Source data:
######

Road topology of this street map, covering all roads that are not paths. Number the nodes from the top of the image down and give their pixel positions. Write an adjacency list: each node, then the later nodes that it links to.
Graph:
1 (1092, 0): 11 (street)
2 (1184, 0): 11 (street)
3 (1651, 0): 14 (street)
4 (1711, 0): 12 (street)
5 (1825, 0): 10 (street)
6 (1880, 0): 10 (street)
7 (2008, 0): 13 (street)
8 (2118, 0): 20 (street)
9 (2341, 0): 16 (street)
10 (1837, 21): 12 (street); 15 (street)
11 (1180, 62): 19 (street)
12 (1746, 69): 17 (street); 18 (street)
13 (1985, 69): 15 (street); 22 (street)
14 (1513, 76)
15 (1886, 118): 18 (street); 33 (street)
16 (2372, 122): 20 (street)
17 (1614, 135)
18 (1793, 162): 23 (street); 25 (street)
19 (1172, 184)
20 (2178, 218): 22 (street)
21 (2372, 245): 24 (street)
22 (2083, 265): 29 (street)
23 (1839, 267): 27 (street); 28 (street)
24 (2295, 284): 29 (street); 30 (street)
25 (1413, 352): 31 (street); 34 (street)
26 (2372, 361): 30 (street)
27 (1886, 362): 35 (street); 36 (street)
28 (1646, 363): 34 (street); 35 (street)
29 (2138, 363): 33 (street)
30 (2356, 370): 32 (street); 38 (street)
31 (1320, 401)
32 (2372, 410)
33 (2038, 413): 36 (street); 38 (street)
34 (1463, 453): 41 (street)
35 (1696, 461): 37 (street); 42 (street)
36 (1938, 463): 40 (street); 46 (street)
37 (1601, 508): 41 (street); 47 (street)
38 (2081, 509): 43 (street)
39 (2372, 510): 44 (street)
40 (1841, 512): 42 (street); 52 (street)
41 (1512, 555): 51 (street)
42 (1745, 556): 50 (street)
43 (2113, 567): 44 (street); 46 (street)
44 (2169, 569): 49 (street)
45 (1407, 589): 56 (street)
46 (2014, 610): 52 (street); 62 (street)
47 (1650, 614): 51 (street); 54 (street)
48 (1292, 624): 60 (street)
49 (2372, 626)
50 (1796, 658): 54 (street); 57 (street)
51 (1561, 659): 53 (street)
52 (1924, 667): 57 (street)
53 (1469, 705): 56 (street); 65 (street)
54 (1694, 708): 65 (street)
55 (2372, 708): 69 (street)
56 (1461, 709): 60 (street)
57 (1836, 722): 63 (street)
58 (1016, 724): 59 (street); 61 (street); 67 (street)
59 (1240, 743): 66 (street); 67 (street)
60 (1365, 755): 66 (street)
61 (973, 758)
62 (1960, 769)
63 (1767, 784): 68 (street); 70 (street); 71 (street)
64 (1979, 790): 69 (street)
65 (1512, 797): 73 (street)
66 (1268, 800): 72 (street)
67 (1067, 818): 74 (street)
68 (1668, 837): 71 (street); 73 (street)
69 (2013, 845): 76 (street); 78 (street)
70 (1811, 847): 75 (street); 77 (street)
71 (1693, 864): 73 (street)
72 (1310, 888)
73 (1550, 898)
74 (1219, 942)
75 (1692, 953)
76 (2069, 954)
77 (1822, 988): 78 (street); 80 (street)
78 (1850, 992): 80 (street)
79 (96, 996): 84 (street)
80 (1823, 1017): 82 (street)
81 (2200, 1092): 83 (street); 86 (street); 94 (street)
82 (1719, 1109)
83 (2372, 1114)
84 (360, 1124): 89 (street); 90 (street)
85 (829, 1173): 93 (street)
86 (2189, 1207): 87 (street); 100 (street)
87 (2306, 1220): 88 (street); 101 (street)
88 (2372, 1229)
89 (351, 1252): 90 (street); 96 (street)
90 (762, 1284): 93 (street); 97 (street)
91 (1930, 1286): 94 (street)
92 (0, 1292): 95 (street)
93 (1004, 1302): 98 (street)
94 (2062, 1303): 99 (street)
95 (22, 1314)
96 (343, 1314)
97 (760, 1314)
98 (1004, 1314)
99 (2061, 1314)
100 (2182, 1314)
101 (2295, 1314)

######

Your job is to restate all of the data word for word.

Road topology of this street map, covering all roads that are not paths. Number the nodes from the top of the image down and give their pixel positions. Write an adjacency list: each node, then the later nodes that it links to.
Graph:
1 (1092, 0): 11 (street)
2 (1184, 0): 11 (street)
3 (1651, 0): 14 (street)
4 (1711, 0): 12 (street)
5 (1825, 0): 10 (street)
6 (1880, 0): 10 (street)
7 (2008, 0): 13 (street)
8 (2118, 0): 20 (street)
9 (2341, 0): 16 (street)
10 (1837, 21): 12 (street); 15 (street)
11 (1180, 62): 19 (street)
12 (1746, 69): 17 (street); 18 (street)
13 (1985, 69): 15 (street); 22 (street)
14 (1513, 76)
15 (1886, 118): 18 (street); 33 (street)
16 (2372, 122): 20 (street)
17 (1614, 135)
18 (1793, 162): 23 (street); 25 (street)
19 (1172, 184)
20 (2178, 218): 22 (street)
21 (2372, 245): 24 (street)
22 (2083, 265): 29 (street)
23 (1839, 267): 27 (street); 28 (street)
24 (2295, 284): 29 (street); 30 (street)
25 (1413, 352): 31 (street); 34 (street)
26 (2372, 361): 30 (street)
27 (1886, 362): 35 (street); 36 (street)
28 (1646, 363): 34 (street); 35 (street)
29 (2138, 363): 33 (street)
30 (2356, 370): 32 (street); 38 (street)
31 (1320, 401)
32 (2372, 410)
33 (2038, 413): 36 (street); 38 (street)
34 (1463, 453): 41 (street)
35 (1696, 461): 37 (street); 42 (street)
36 (1938, 463): 40 (street); 46 (street)
37 (1601, 508): 41 (street); 47 (street)
38 (2081, 509): 43 (street)
39 (2372, 510): 44 (street)
40 (1841, 512): 42 (street); 52 (street)
41 (1512, 555): 51 (street)
42 (1745, 556): 50 (street)
43 (2113, 567): 44 (street); 46 (street)
44 (2169, 569): 49 (street)
45 (1407, 589): 56 (street)
46 (2014, 610): 52 (street); 62 (street)
47 (1650, 614): 51 (street); 54 (street)
48 (1292, 624): 60 (street)
49 (2372, 626)
50 (1796, 658): 54 (street); 57 (street)
51 (1561, 659): 53 (street)
52 (1924, 667): 57 (street)
53 (1469, 705): 56 (street); 65 (street)
54 (1694, 708): 65 (street)
55 (2372, 708): 69 (street)
56 (1461, 709): 60 (street)
57 (1836, 722): 63 (street)
58 (1016, 724): 59 (street); 61 (street); 67 (street)
59 (1240, 743): 66 (street); 67 (street)
60 (1365, 755): 66 (street)
61 (973, 758)
62 (1960, 769)
63 (1767, 784): 68 (street); 70 (street); 71 (street)
64 (1979, 790): 69 (street)
65 (1512, 797): 73 (street)
66 (1268, 800): 72 (street)
67 (1067, 818): 74 (street)
68 (1668, 837): 71 (street); 73 (street)
69 (2013, 845): 76 (street); 78 (street)
70 (1811, 847): 75 (street); 77 (street)
71 (1693, 864): 73 (street)
72 (1310, 888)
73 (1550, 898)
74 (1219, 942)
75 (1692, 953)
76 (2069, 954)
77 (1822, 988): 78 (street); 80 (street)
78 (1850, 992): 80 (street)
79 (96, 996): 84 (street)
80 (1823, 1017): 82 (street)
81 (2200, 1092): 83 (street); 86 (street); 94 (street)
82 (1719, 1109)
83 (2372, 1114)
84 (360, 1124): 89 (street); 90 (street)
85 (829, 1173): 93 (street)
86 (2189, 1207): 87 (street); 100 (street)
87 (2306, 1220): 88 (street); 101 (street)
88 (2372, 1229)
89 (351, 1252): 90 (street); 96 (street)
90 (762, 1284): 93 (street); 97 (street)
91 (1930, 1286): 94 (street)
92 (0, 1292): 95 (street)
93 (1004, 1302): 98 (street)
94 (2062, 1303): 99 (street)
95 (22, 1314)
96 (343, 1314)
97 (760, 1314)
98 (1004, 1314)
99 (2061, 1314)
100 (2182, 1314)
101 (2295, 1314)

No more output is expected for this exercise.